© Razor Film / Koch Media
Produktion: Razor Film / Highlook Group; Deutschland / Saudi-Arabien 2012 – Regie und Buch: Haifaa Al Mansour – Kamera: Lutz Reitemeier – Schnitt: Andreas Wodraschke – Musik: Max Richter – Darsteller: Waad Mohammed (Wadjda), Reem Abdullah (Mutter), Abdullrahman Al Gohani (Abdullah), Ahd (Hussa), Sultan Al Assaf (Vater) – Länge: 97 Min. – Farbe – Weltvertrieb: Match Factory – Verleih: Koch Media, www.kochmedia-film.de – Altersempfehlung: ab 14 J.
Ein Film aus Saudi-Arabien, einem Land, in dem Kinos verboten sind wie auch Autofahren für Frauen oder eine Auslandsreise ohne Erlaubnis des Angetrauten, ist schon etwas Spezielles. Dass aber eine Frau den ersten Film (eine deutsche Koproduktion) drehen durfte, grenzt schon fast an ein Wunder. Aber nicht nur aus diesem Grund verdient das beim Filmfestival von Venedig als Sensation gefeierte Regiedebüt Aufmerksamkeit. Haifaa Al Mansour wirft einen Blick hinter die von männlicher Macht geprägten Kulissen des islamisch konservativen Königreichs, in denen Frauen ein Schattendasein führen, sogar im Familienstammbaum nicht genannt werden. Aus dieser Unsichtbarkeit heraus will die starrköpfige Wadjda, die in einer Vorstadt von Riad aufwächst. Sie trägt Jeans und das Haar meistens offen, liebt Pop-Musik. Und sie träumt davon, sich mit dem Nachbarjungen mal ein Wettrennen auf dem eigenen Fahrrad zu liefern, auf dem grasgrünen, das in einem Geschäft steht. Zum einen fehlt das Geld, zum anderen dürfen Mädchen höchstens im Hinterhof mal Rad fahren und die Mutter fürchtet Ärger, wenn sie der Tochter den Wunsch erfüllt. Aber die Elfjährige gibt nicht auf. Mit verbotenen Geschäften verdient sie ein wenig Geld auf dem Schulhof und meldet sich für den Koran-Rezitationswettbewerb an – weniger aus Glaubenstreue, denn um die hohe Preissumme in Cash zu bekommen. Und sie gewinnt wirklich.

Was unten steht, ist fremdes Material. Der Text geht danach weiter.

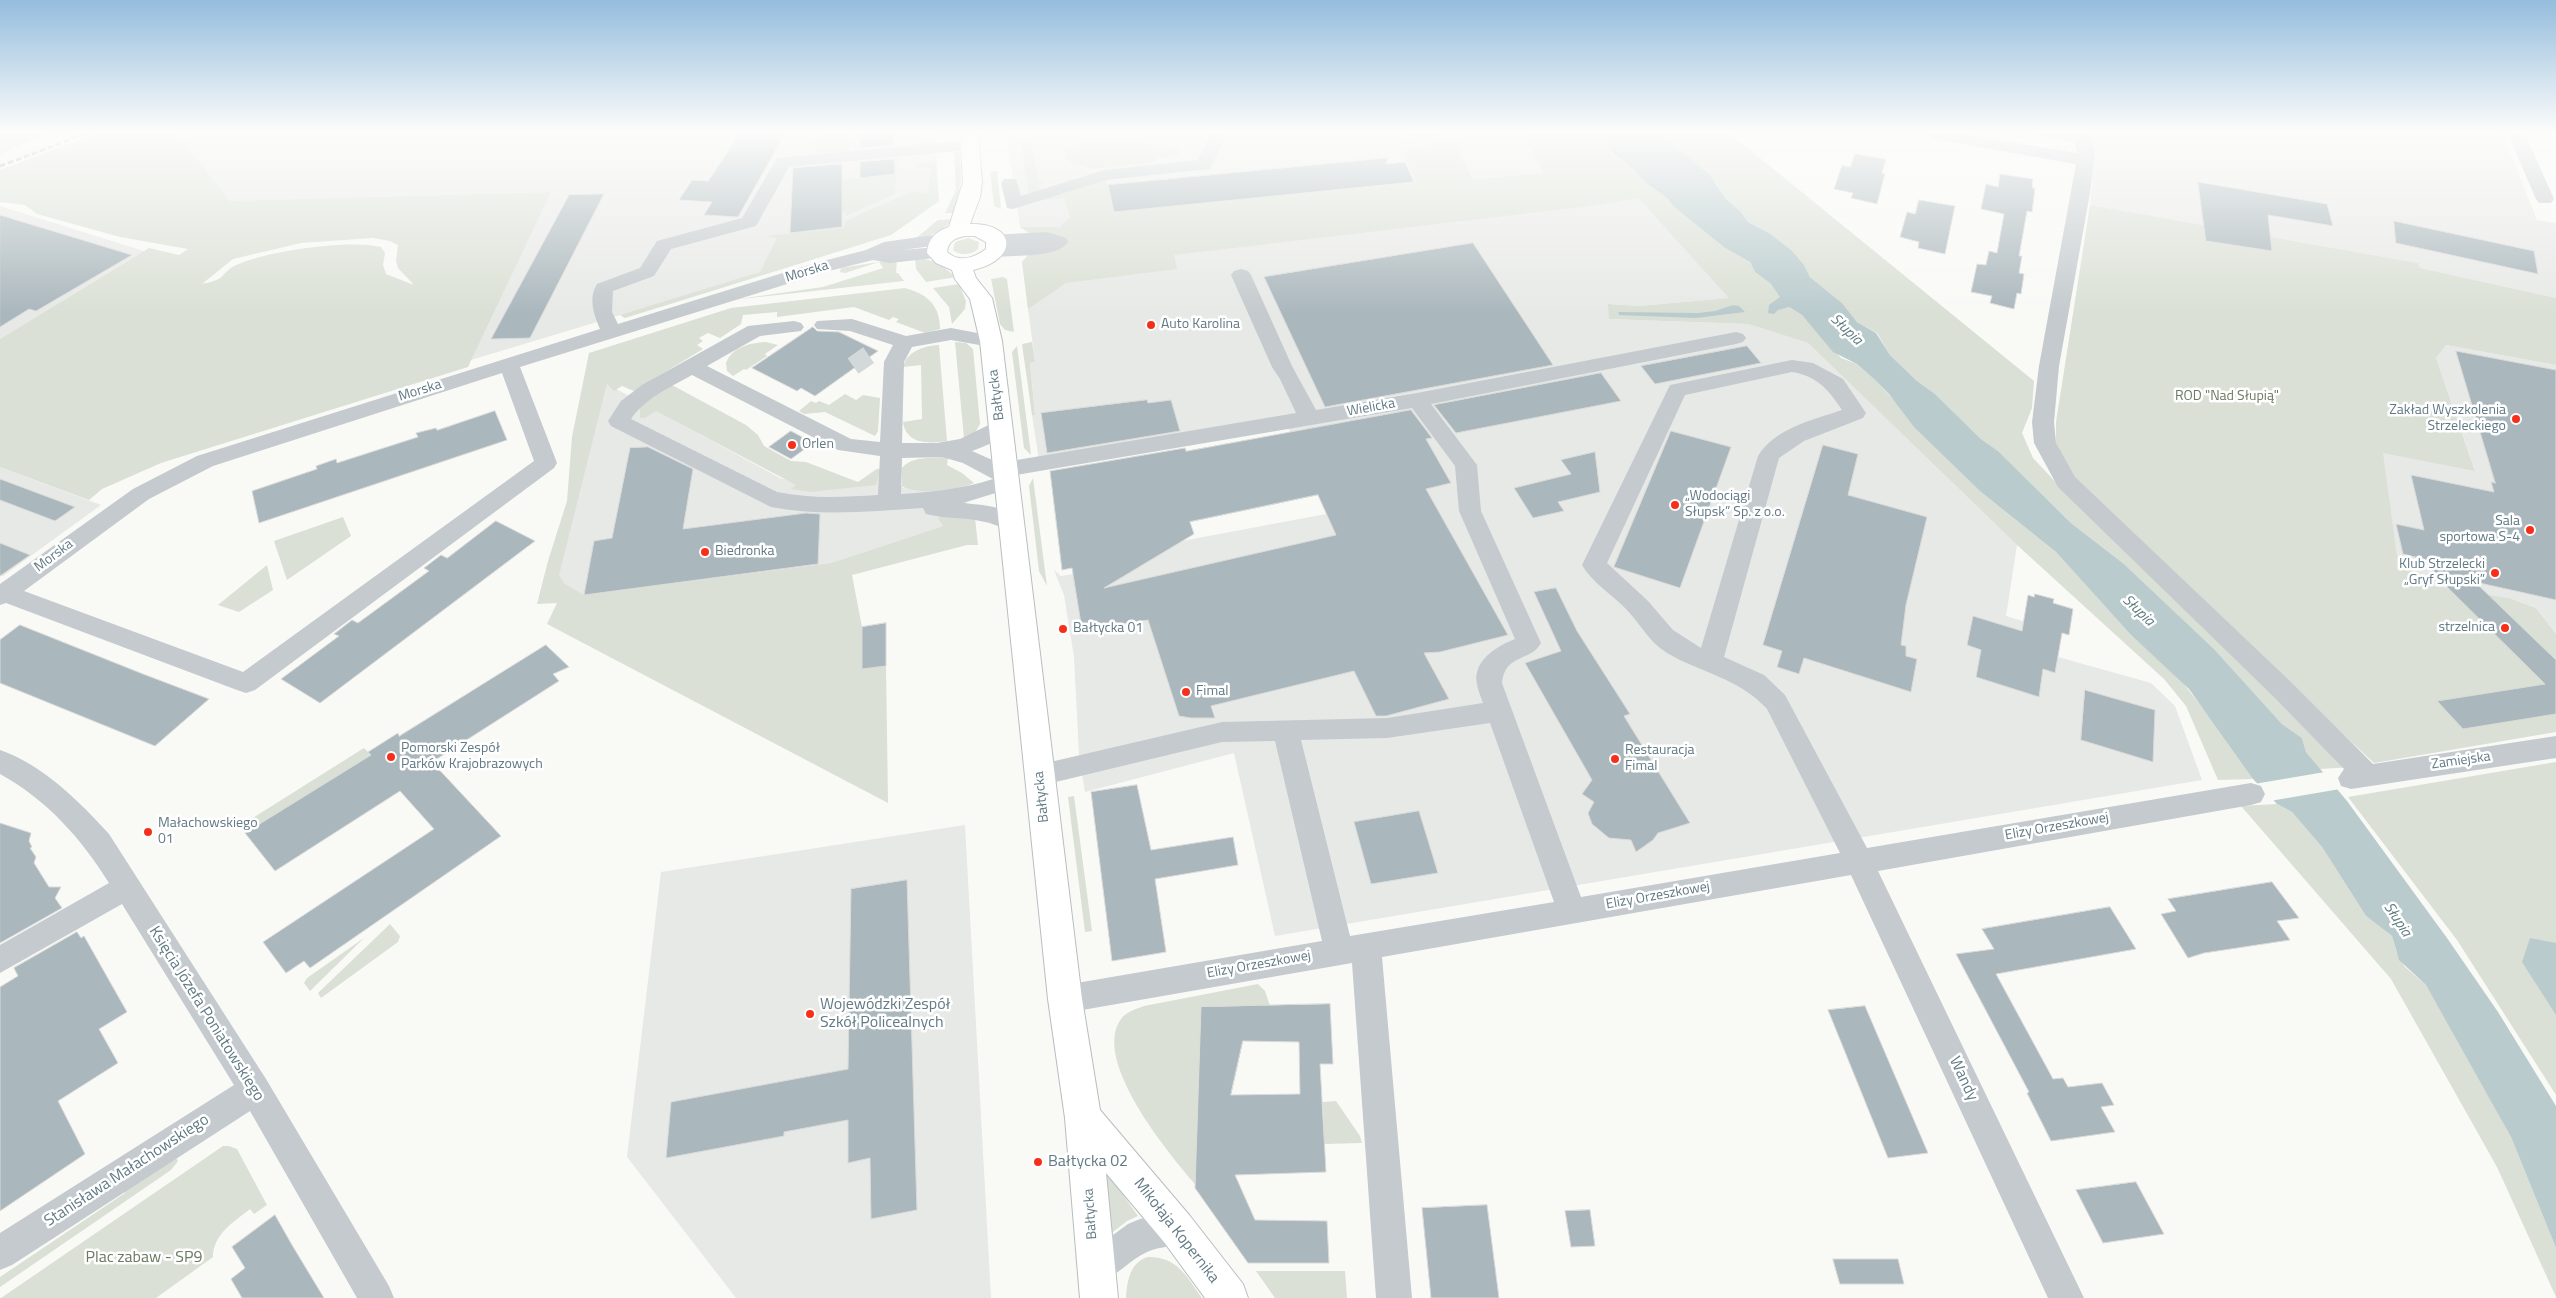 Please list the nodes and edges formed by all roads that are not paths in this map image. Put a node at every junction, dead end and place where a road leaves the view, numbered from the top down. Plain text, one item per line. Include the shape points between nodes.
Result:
1 (766, 193) edge
2 (970, 193) edge
3 (1011, 193) edge
4 (1049, 193) edge
5 (2079, 193) edge
6 (2541, 193) edge
7 (2544, 199) dead end
8 (979, 246) junction
9 (938, 247) junction
10 (1241, 275) dead end
11 (983, 303) junction
12 (824, 325) dead end
13 (794, 327) dead end
14 (612, 333) junction
15 (952, 334) junction
16 (1736, 338) dead end
17 (990, 341) junction
18 (905, 342) junction
19 (500, 362) junction
20 (692, 366) junction
21 (1417, 400) junction
22 (1309, 418) junction
23 (1001, 426) junction
24 (891, 449) junction
25 (942, 449) junction
26 (1006, 475) junction
27 (889, 502) junction
28 (1011, 522) junction
29 (2, 595) edge
30 (1710, 661) junction
31 (1499, 711) junction
32 (1285, 730) junction
33 (2556, 747) edge
34 (0, 761) edge
35 (1039, 775) junction
36 (2251, 794) dead end
37 (1859, 861) junction
38 (128, 887) junction
39 (1572, 911) junction
40 (1353, 949) junction
41 (0, 960) edge
42 (1065, 998) junction
43 (255, 1090) junction
44 (1084, 1118) junction
45 (1177, 1229) junction
46 (0, 1253) edge
47 (1097, 1284) edge
48 (377, 1298) edge
49 (1229, 1298) edge
50 (1394, 1298) edge
51 (2066, 1298) edge

1 - 14 street via 749,222 664,245 647,272 604,288 602,312
2 - 8 main road via 961,215
3 - 4 street via 1013,204
5 - 33 street, Zamiejska via 2048,366 2043,422 2045,443 2066,482 2284,691 2357,777
6 - 7 street
8 - 9 main road
8 - 9 main road via 950,263
8 - 11 main road, Bałtycka via 966,279
9 - 14 street, Morska via 891,246
10 - 22 street
11 - 15 street
11 - 17 main road, Bałtycka
12 - 18 street via 852,325
13 - 20 street via 755,330
14 - 19 street, Morska
15 - 17 street
15 - 18 street
16 - 21 street, Wielicka
17 - 23 main road, Bałtycka
18 - 24 street via 894,362
19 - 29 street, Morska via 236,450 178,473 126,504
19 - 29 street via 546,463 246,683
20 - 24 street via 833,440 857,447
20 - 27 street via 637,398 619,421 771,499 817,506
21 - 22 street, Wielicka
21 - 31 street via 1466,465 1470,511 1529,643 1504,655 1491,667 1489,683
22 - 26 street, Wielicka
23 - 25 street via 964,446
23 - 26 main road, Bałtycka
24 - 25 street
24 - 27 street
25 - 26 street via 971,458
26 - 27 street, Wielicka via 954,497
26 - 28 main road, Bałtycka
27 - 28 street via 985,514
28 - 35 main road, Bałtycka
30 - 30 street, Wandy via 1667,640 1633,600 1594,565 1677,390 1792,366 1806,368 1839,386 1855,413 1790,439 1769,456
30 - 37 street, Wandy via 1746,676 1770,693
31 - 32 street via 1387,728
31 - 39 street
32 - 35 street via 1216,733
32 - 40 street
34 - 38 street, Księcia Józefa Poniatowskiego via 41,785 69,808 99,842
35 - 42 main road, Bałtycka
36 - 37 street, Elizy Orzeszkowej
37 - 39 street, Elizy Orzeszkowej
37 - 51 street, Wandy
38 - 41 street
38 - 43 street, Księcia Józefa Poniatowskiego
39 - 40 street, Elizy Orzeszkowej
40 - 42 street, Elizy Orzeszkowej
40 - 50 street
42 - 44 main road, Bałtycka
43 - 46 street, Stanisława Małachowskiego
43 - 48 street, Księcia Józefa Poniatowskiego
44 - 45 main road, Mikołaja Kopernika
44 - 47 main road, Bałtycka
45 - 47 street via 1140,1236
45 - 49 main road, Mikołaja Kopernika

Doch ihre Ankündigung bei der Prämierung, sich ein Rad kaufen zu wollen, stößt auf Entsetzen, die schönen vielen Rials landen in einem Solidaritätsfonds für Palästina.
Ohne das System von Frauenunterdrückung explizit anzuprangern, Männer als Stereotypen lächerlich zu machen oder als die Bösen zu verteufeln, führt die saudische Regisseurin und Drehbuchautorin hinein in das ganz normale Leben, das da heißt, kein lautes Lachen der Mädchen in der Schule, das könnte die Jungen stören, Dienstbarkeit und Demut der Hausfrau, die nicht verhindern kann, dass ihr Mann eine zweite Frau heiratet, weniger aus Liebe als um einen Sohn zu zeugen, das Verzehren von Essensresten, die Hausherr und Gäste vom Mahl übrig lassen, die Ganzkörpervermummung "Abaya", die nur die Augen freilässt, die Angst vor gesellschaftlicher Ausgrenzung und Ächtung. Die Gegebenheiten des Landes werden aus dem Blickwinkel eines Kindes erzählt. Nur manchmal blitzt so etwas wie kleiner weiblicher Widerstand auf, die hastig gerauchte Zigarette der Mutter auf dem Balkon, das knallrot aufreizende Kleid als Gegensatz zum schwarzen Tschador, das bewusst verrutschte Kopftuch der renitenten Tochter, die obendrein noch frech Turnschuhe trägt, heimliche Briefe zwischen Verliebten.
"Wadjda" ist ein Film für Erwachsene, aber vor allem für Mädchen, die junge Darstellerin Waad Mohammed, die beim Casting 50 Konkurrentinnen ausstach, überzeugt als Identifikationsfigur. Kameramann Lutz Reitemeier zaubert draußen sonnendurchflutete Bilder, aber auch streng kadrierte im Innern des Hauses oder der Schule. In der Schlussszene gewinnt Wadjda auf dem von der Mutter geschenkten Rad auch das geplante Wettrennen mit dem Nachbarsjungen. Atemlos steht sie an einer großen Straße, die Welt liegt ihr zu Füßen. Im Film ist der Traum vom eigenen Fahrrad und kleiner Freiheit Wirklichkeit geworden. In der Wirklichkeit noch lange nicht.